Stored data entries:
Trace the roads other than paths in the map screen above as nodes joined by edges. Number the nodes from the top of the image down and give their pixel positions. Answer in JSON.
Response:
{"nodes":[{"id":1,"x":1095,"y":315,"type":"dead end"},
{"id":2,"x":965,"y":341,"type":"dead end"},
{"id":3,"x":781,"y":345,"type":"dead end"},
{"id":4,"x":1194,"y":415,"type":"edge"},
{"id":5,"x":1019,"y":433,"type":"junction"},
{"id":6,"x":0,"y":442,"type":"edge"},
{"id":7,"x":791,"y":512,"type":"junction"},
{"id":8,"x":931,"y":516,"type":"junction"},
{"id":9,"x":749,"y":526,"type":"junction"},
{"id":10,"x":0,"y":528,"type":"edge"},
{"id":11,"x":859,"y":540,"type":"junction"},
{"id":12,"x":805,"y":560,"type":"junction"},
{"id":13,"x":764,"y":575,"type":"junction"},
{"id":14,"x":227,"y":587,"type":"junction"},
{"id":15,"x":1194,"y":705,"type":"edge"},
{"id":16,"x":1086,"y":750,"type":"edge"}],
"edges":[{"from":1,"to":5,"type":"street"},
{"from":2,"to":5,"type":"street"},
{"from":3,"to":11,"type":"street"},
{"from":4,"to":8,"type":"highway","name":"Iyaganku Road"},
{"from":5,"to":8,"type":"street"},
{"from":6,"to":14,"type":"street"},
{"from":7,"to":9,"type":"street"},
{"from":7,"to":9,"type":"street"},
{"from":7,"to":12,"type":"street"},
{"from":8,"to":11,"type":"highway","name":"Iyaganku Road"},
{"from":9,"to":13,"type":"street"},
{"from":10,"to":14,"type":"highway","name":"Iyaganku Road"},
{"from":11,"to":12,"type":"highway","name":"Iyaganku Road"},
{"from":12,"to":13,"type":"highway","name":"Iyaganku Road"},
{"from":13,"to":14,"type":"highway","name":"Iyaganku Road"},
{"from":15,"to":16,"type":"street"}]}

# Task to complete
Select the lines from the entries that include the word "highway".

# Task output
{"from":4,"to":8,"type":"highway","name":"Iyaganku Road"},
{"from":8,"to":11,"type":"highway","name":"Iyaganku Road"},
{"from":10,"to":14,"type":"highway","name":"Iyaganku Road"},
{"from":11,"to":12,"type":"highway","name":"Iyaganku Road"},
{"from":12,"to":13,"type":"highway","name":"Iyaganku Road"},
{"from":13,"to":14,"type":"highway","name":"Iyaganku Road"},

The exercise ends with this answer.